> **Activity**
Check every line of the data for the word "HERMANS", and copy those that have it.

> **Data for analysis**
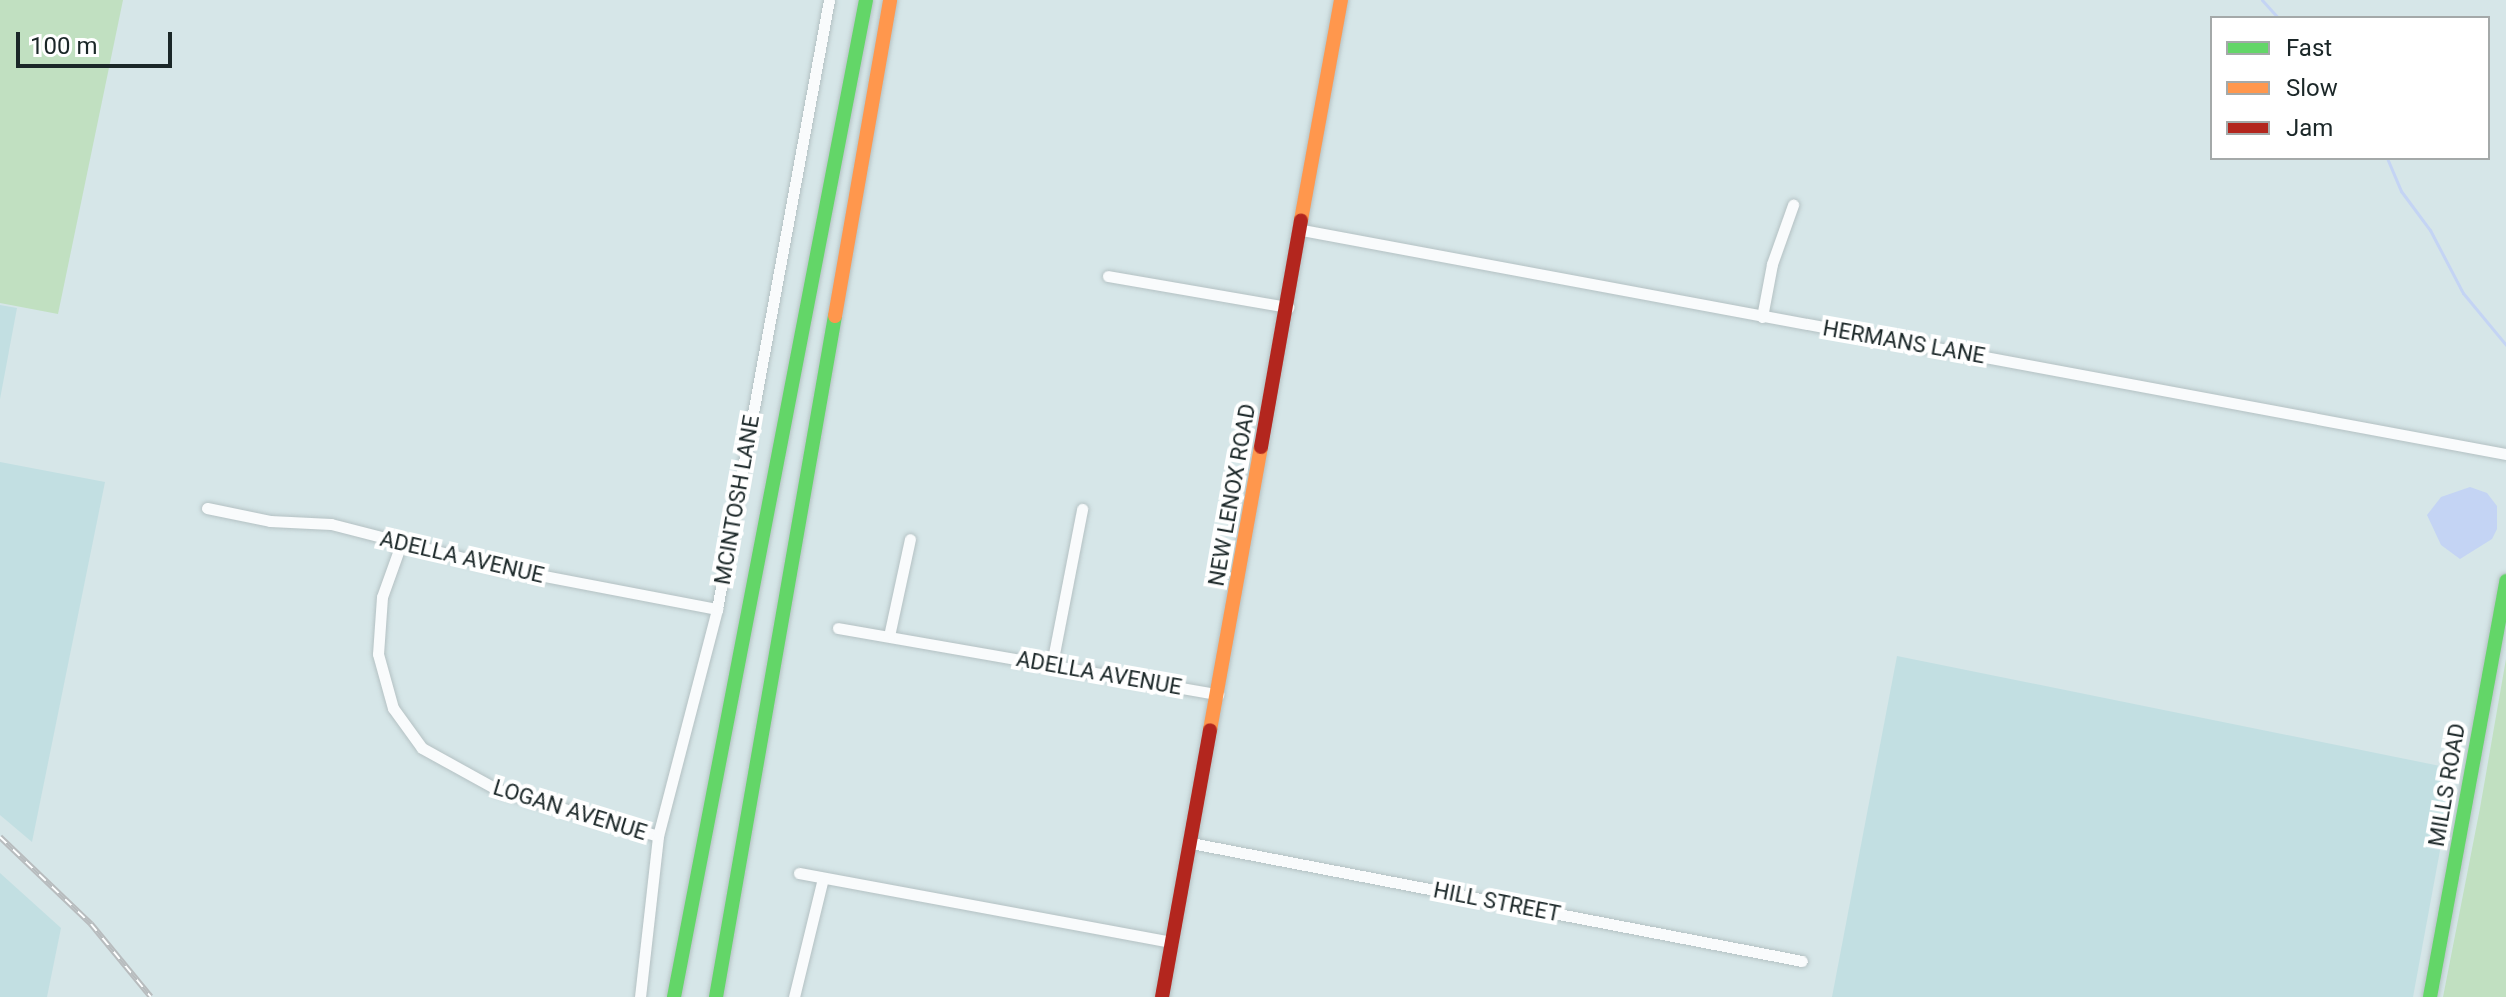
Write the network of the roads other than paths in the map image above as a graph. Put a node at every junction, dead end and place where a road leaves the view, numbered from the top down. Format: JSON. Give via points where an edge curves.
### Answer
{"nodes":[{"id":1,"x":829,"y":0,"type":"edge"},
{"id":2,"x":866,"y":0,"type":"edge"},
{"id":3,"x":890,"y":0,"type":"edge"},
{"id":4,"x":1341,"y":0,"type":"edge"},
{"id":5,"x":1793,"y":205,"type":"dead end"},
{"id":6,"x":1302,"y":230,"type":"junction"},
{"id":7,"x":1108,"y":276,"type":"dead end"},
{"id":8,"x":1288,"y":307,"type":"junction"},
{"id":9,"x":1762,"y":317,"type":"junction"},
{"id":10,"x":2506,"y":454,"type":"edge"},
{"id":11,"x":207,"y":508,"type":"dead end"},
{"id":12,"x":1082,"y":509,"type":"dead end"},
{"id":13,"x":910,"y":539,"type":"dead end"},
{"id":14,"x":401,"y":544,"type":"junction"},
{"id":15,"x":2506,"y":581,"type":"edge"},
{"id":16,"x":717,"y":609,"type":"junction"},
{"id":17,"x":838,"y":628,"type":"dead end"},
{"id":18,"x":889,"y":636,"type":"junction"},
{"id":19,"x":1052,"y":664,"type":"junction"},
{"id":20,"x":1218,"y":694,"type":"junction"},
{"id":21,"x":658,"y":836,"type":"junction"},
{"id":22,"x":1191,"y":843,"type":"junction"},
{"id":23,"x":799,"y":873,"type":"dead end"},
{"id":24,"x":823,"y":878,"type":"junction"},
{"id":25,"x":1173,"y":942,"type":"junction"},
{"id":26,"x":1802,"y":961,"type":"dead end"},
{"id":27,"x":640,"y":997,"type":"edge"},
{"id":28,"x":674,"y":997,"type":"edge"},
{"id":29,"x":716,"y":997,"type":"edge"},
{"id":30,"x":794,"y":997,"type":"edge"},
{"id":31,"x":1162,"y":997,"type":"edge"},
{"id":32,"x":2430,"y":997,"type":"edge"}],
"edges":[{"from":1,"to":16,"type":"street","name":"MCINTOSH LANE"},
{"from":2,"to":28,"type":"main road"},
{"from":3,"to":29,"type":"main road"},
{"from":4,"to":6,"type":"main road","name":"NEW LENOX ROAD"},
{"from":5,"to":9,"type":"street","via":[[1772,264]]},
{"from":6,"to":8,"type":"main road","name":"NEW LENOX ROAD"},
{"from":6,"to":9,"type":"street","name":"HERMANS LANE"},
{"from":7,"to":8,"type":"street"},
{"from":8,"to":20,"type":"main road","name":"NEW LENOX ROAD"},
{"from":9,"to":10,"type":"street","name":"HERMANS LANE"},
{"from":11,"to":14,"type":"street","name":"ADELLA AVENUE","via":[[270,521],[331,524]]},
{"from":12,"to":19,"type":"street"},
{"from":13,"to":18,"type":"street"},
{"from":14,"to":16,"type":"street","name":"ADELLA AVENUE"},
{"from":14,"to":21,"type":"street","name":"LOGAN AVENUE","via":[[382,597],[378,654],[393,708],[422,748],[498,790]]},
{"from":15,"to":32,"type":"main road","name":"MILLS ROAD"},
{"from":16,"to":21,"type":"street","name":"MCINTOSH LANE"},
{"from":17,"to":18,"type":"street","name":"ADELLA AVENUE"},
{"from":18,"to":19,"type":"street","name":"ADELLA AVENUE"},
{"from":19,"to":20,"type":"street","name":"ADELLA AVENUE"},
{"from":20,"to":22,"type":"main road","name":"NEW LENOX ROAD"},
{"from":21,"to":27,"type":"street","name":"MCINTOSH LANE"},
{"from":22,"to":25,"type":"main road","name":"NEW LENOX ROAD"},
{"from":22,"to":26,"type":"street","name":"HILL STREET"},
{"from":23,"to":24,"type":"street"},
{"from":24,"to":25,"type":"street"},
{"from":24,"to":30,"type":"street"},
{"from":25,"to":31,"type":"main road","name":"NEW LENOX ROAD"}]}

> **Answer box**
{"from":6,"to":9,"type":"street","name":"HERMANS LANE"},
{"from":9,"to":10,"type":"street","name":"HERMANS LANE"},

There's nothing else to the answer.